The ensemble algorithm predicted the probability for each eye, but these probability predictions cannot be directly decomposed as there are too many estimated variables to examine manually and some of the learners are fitted stochastically (e.g. random forests). We used an interpretable ML technique, generating SHapley Additive exPlanation (SHAP) values, to evaluate the contribution of each input variable towards each model prediction [30]. The SHAP technique uses concepts from game theory to define a ‘Shapley value’ for a feature, which provides a measurement of its influence on the underlying model’s prediction. Broadly, this value is calculated for a feature by averaging its marginal contribution to every possible prediction for the instance under consideration. The strategy is straightforward, whereby the technique calculates the marginal contribution of the relevant feature for all possible combinations of inputs in the feature space of the instance. SHAP values may be used to examine the statistical (but not necessarily causal) reasons behind a model prediction, including assessing the importance of different variables and highlighting where predictions depend on statistical artefacts such as missing data. SHAP values are calculated at the level of the prediction (i.e. eye), and so both global and local measures of variable importance may be calculated. Variables associated with greater global variation in SHAP values have greater contribution to probability predictions across the entire dataset.

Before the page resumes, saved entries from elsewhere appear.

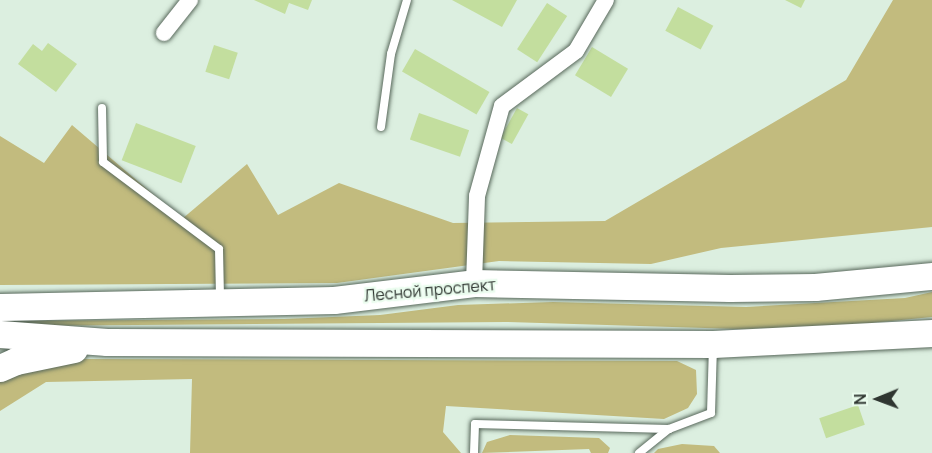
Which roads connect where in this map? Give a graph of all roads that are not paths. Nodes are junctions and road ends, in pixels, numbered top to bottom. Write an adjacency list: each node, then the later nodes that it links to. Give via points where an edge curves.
1 (190, 0): 4 (street)
2 (407, 0): 6 (lane, via 391,54)
3 (606, 0): 8 (street, via 576,51 502,106 477,196)
4 (164, 33)
5 (102, 108): 9 (lane, via 102,162 219,249)
6 (381, 127)
7 (932, 276): 8 (main road, Лесной проспект, via 794,287)
8 (474, 283): 9 (main road, Лесной проспект, via 334,300)
9 (220, 302): 10 (main road, Лесной проспект)
10 (0, 307)
11 (932, 333): 14 (main road)
12 (0, 334): 13 (main road)
13 (107, 342): 14 (main road); 15 (main road, via 16,361)
14 (713, 344): 16 (lane, via 711,413)
15 (0, 369)
16 (669, 429): 17 (lane, via 475,424); 18 (lane)
17 (474, 453)
18 (639, 453)

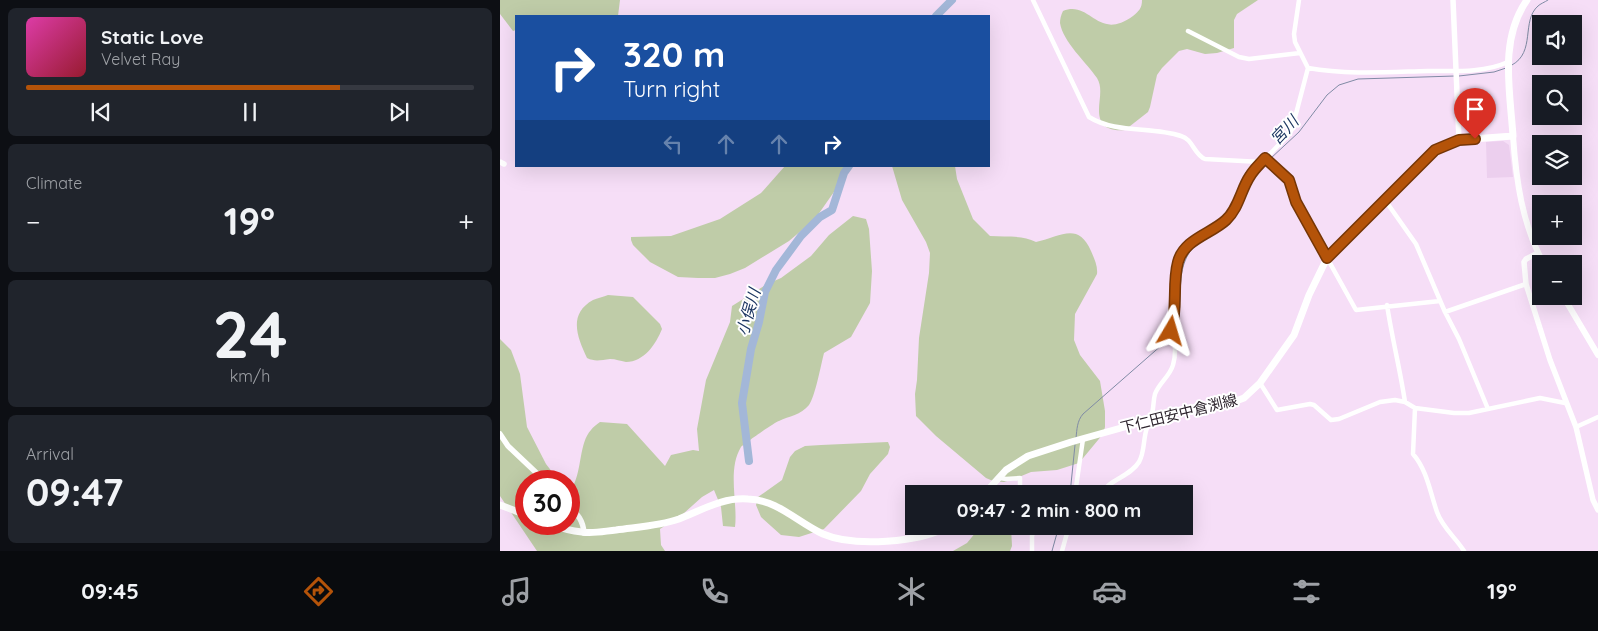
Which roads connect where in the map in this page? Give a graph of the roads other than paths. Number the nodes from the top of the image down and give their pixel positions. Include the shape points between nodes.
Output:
1 (1033, 0) edge
2 (1299, 0) edge
3 (1453, 0) edge
4 (1527, 0) edge
5 (1188, 31) dead end
6 (1300, 53) junction
7 (1508, 63) junction
8 (1308, 68) junction
9 (1456, 72) junction
10 (1513, 136) junction
11 (1459, 140) junction
12 (1263, 160) junction
13 (1385, 200) junction
14 (1538, 253) joint
15 (1327, 258) junction
16 (1526, 284) junction
17 (1440, 301) junction
18 (1387, 305) junction
19 (1568, 305) edge
20 (1445, 312) junction
21 (1598, 356) edge
22 (1260, 383) junction
23 (1405, 402) junction
24 (1565, 403) junction
25 (1415, 408) junction
26 (1488, 409) junction
27 (1598, 417) edge
28 (1150, 420) junction
29 (1576, 427) junction
30 (500, 434) edge
31 (1081, 439) junction
32 (533, 470) edge
33 (1000, 478) junction
34 (993, 485) edge
35 (1020, 485) edge
36 (1076, 485) edge
37 (1109, 485) edge
38 (500, 505) edge
39 (1598, 510) edge
40 (515, 511) edge
41 (580, 518) edge
42 (580, 532) edge
43 (584, 533) junction
44 (929, 535) edge
45 (1032, 535) edge
46 (1066, 535) edge
47 (1032, 551) edge
48 (1062, 551) edge
49 (1464, 551) edge

1 - 12 street via 1089,117 1122,127 1181,136 1190,142 1200,157 1206,159
2 - 6 street via 1294,34
3 - 9 street
4 - 7 main road via 1514,26
5 - 6 street via 1239,58
6 - 8 street
7 - 9 street
7 - 10 main road
8 - 9 street via 1346,72
8 - 12 street via 1290,133
9 - 11 street
10 - 11 main road, 下仁田安中倉渕線
10 - 14 main road via 1519,193
11 - 13 main road, 下仁田安中倉渕線 via 1435,150
12 - 15 street via 1289,180 1296,202
12 - 28 street via 1249,176 1228,218 1196,239 1181,256 1176,274 1172,332 1174,364 1158,388
13 - 15 main road, 下仁田安中倉渕線
13 - 17 street via 1416,244
14 - 16 street via 1524,262
15 - 18 street via 1356,310
15 - 22 main road, 下仁田安中倉渕線 via 1294,335
16 - 20 street
16 - 24 street
17 - 18 street
17 - 20 street
18 - 23 street
19 - 21 main road
20 - 26 street
22 - 23 street via 1277,410 1310,404 1331,420 1380,402
22 - 28 main road, 下仁田安中倉渕線 via 1251,393 1236,401 1196,407
23 - 25 street
24 - 26 street via 1540,398
24 - 29 street
25 - 26 street via 1469,413
25 - 49 street via 1413,454 1426,477 1442,522
27 - 29 street
28 - 31 main road, 下仁田安中倉渕線
28 - 37 street via 1140,460 1125,477
29 - 39 street
30 - 32 street
31 - 33 main road, 下仁田安中倉渕線 via 1028,456 1013,464
31 - 36 street
33 - 34 main road, 下仁田安中倉渕線
33 - 35 street via 1020,478
38 - 40 main road
41 - 43 street
42 - 43 main road
43 - 44 main road via 661,524 740,498 770,503 823,534 844,540 884,541
45 - 47 street
46 - 48 street

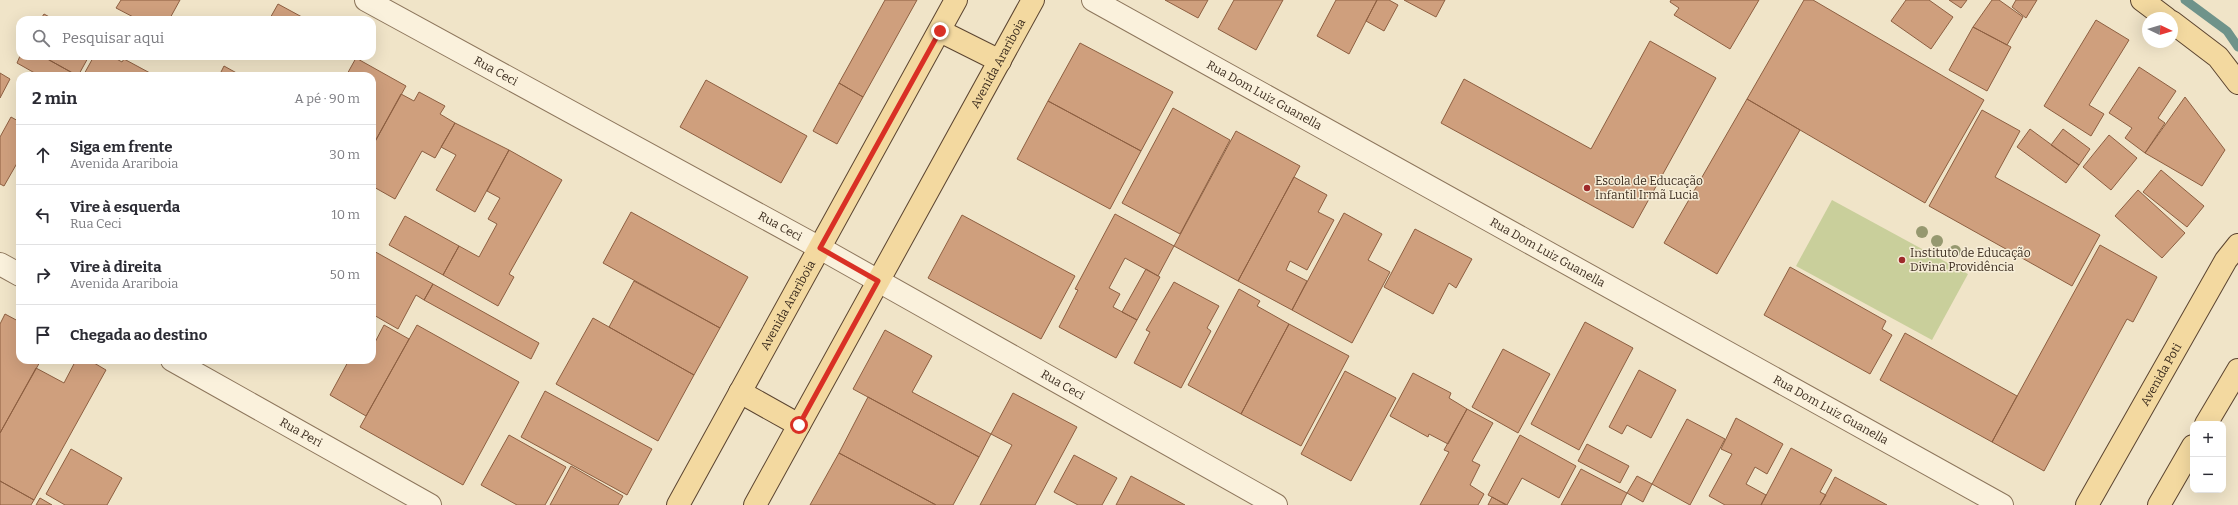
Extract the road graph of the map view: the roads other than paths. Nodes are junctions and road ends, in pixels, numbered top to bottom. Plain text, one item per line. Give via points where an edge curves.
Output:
1 (366, 0) edge
2 (956, 0) edge
3 (1033, 0) edge
4 (1093, 0) edge
5 (2142, 0) edge
6 (2158, 12) edge
7 (2178, 27) edge
8 (940, 31) junction
9 (1000, 61) junction
10 (2238, 83) edge
11 (2238, 245) edge
12 (820, 248) junction
13 (0, 264) edge
14 (16, 273) edge
15 (878, 281) junction
16 (179, 364) edge
17 (2238, 370) edge
18 (740, 392) junction
19 (2208, 421) edge
20 (799, 425) junction
21 (2190, 451) edge
22 (430, 505) edge
23 (678, 505) edge
24 (755, 505) edge
25 (1276, 505) edge
26 (2002, 505) edge
27 (2087, 505) edge
28 (2159, 505) edge

1 - 12 street, Rua Ceci
2 - 8 main road, Avenida Arariboia
3 - 9 main road, Avenida Arariboia
4 - 26 street, Rua Dom Luiz Guanella
5 - 6 main road
7 - 10 main road via 2218,57
8 - 9 main road
8 - 12 main road, Avenida Arariboia
9 - 15 main road, Avenida Arariboia
11 - 27 main road, Avenida Poti via 2226,260
12 - 15 street, Rua Ceci
12 - 18 main road, Avenida Arariboia
13 - 14 street
15 - 20 main road, Avenida Arariboia
15 - 25 street, Rua Ceci
16 - 22 street, Rua Peri
17 - 19 main road
18 - 20 main road
18 - 23 main road, Avenida Arariboia
20 - 24 main road, Avenida Arariboia
21 - 28 main road

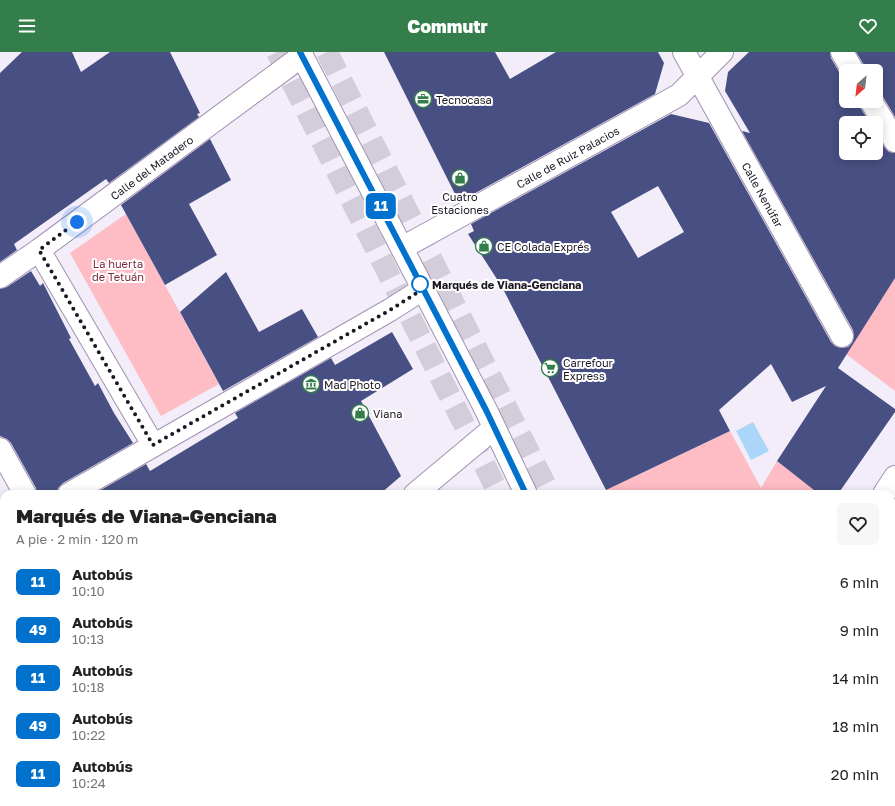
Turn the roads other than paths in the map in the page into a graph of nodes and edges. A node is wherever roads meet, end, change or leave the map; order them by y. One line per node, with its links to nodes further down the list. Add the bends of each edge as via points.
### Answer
1 (684, 52): 6 (street, Calle Nenúfar)
2 (722, 52): 6 (street, Calle de Ruiz Palacios)
3 (842, 52): 5 (street)
4 (301, 54): 9 (street); 10 (street, Calle del Matadero)
5 (849, 64)
6 (697, 76): 9 (street, Calle de Ruiz Palacios, via 679,95); 13 (street, Calle Nenúfar)
7 (875, 108): 8 (street)
8 (895, 141)
9 (402, 248): 12 (street)
10 (39, 250): 11 (street, Calle del Matadero); 15 (street)
11 (0, 277)
12 (423, 289): 14 (street); 15 (street)
13 (842, 336)
14 (494, 428): 20 (street); 21 (street)
15 (153, 445): 19 (street)
16 (0, 449): 18 (street)
17 (895, 477): 22 (street)
18 (23, 490)
19 (76, 490)
20 (420, 490)
21 (524, 490)
22 (887, 490)

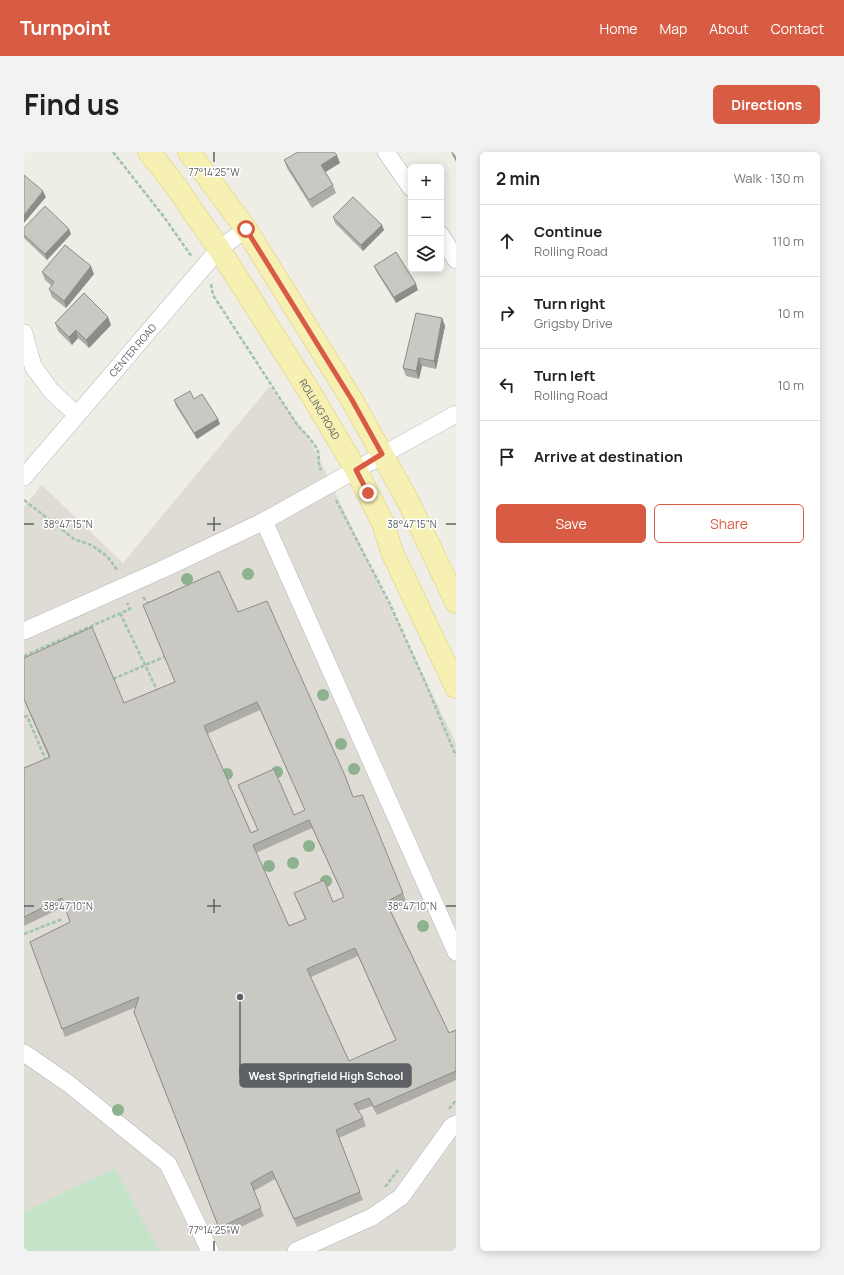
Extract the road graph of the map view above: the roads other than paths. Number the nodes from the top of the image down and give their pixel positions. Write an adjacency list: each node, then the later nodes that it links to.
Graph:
1 (148, 152): 7 (main road, ROLLING ROAD)
2 (189, 152): 5 (main road)
3 (386, 152): 4 (street)
4 (408, 184)
5 (246, 229): 7 (street, CENTER ROAD); 12 (main road)
6 (442, 236): 8 (street)
7 (219, 249): 11 (street, CENTER ROAD); 13 (main road, ROLLING ROAD)
8 (456, 260)
9 (24, 333): 11 (street)
10 (456, 414): 12 (street)
11 (77, 415): 14 (street, CENTER ROAD)
12 (382, 454): 13 (street); 16 (main road)
13 (356, 470): 15 (street); 18 (main road, ROLLING ROAD)
14 (24, 477)
15 (264, 521): 17 (street); 19 (street)
16 (456, 602)
17 (24, 631)
18 (456, 687)
19 (456, 952)
20 (24, 1053): 22 (street)
21 (451, 1118): 23 (street)
22 (210, 1251)
23 (296, 1251)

We inspected the profiles of SHAP values for individual eyes to better understand the patterns of model predictions. We also performed clustering by SHAP values to identify clusters of eyes in which predictions were made for similar reasons (see ESM section on interpretable machine learning and ESM Figs 1 and 2). Ensemble models were fitted using the sl3 package, and SHAP values were calculated using fastshap in R version 4.2.1 [31,32,33].